▶ TASK STATEMENT
The goal is a clean copy of all the data below, with pictures dropped and everything else retyped exactly.
..............................
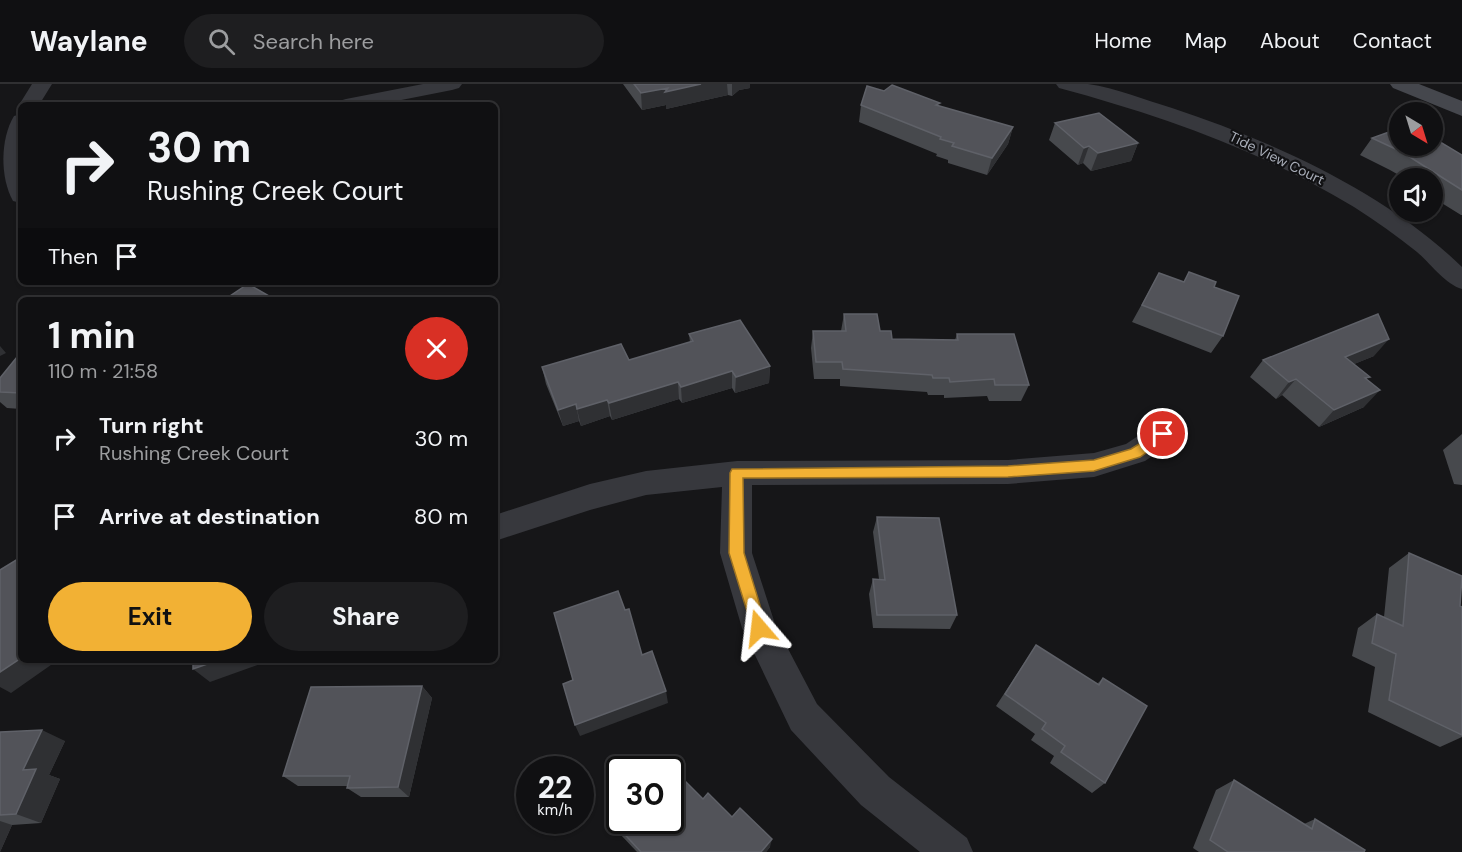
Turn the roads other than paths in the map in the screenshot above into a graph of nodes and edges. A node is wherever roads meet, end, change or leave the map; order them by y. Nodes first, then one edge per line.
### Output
1 (42, 84) edge
2 (452, 84) edge
3 (1066, 84) edge
4 (1400, 84) edge
5 (31, 102) edge
6 (361, 102) edge
7 (1462, 109) edge
8 (18, 128) edge
9 (11, 170) edge
10 (18, 188) edge
11 (1462, 281) edge
12 (1163, 434) dead end
13 (736, 473) junction
14 (498, 527) edge
15 (953, 852) edge

1 - 5 street
2 - 6 street
3 - 11 street, Tide View Court
4 - 7 main road
8 - 9 street
9 - 10 street
12 - 13 street
13 - 14 street
13 - 15 street

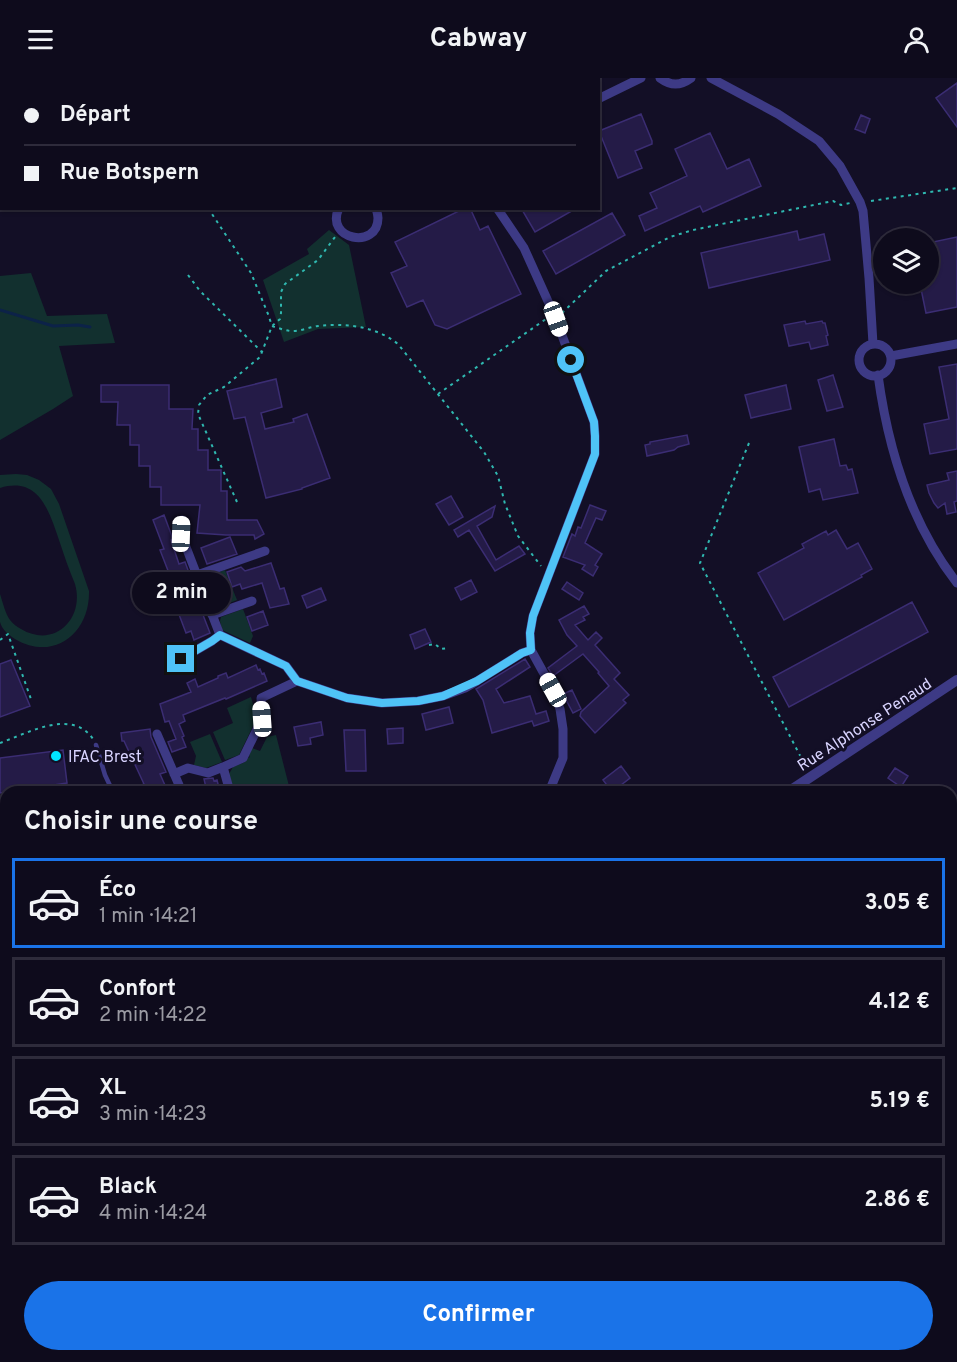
..............................
▶ EXERCISE OUTPUT
Turn the roads other than paths in the map in the screenshot above into a graph of nodes and edges. A node is wherever roads meet, end, change or leave the map; order them by y. Nodes first, then one edge per line.
### Output
1 (42, 84) edge
2 (452, 84) edge
3 (1066, 84) edge
4 (1400, 84) edge
5 (31, 102) edge
6 (361, 102) edge
7 (1462, 109) edge
8 (18, 128) edge
9 (11, 170) edge
10 (18, 188) edge
11 (1462, 281) edge
12 (1163, 434) dead end
13 (736, 473) junction
14 (498, 527) edge
15 (953, 852) edge

1 - 5 street
2 - 6 street
3 - 11 street, Tide View Court
4 - 7 main road
8 - 9 street
9 - 10 street
12 - 13 street
13 - 14 street
13 - 15 street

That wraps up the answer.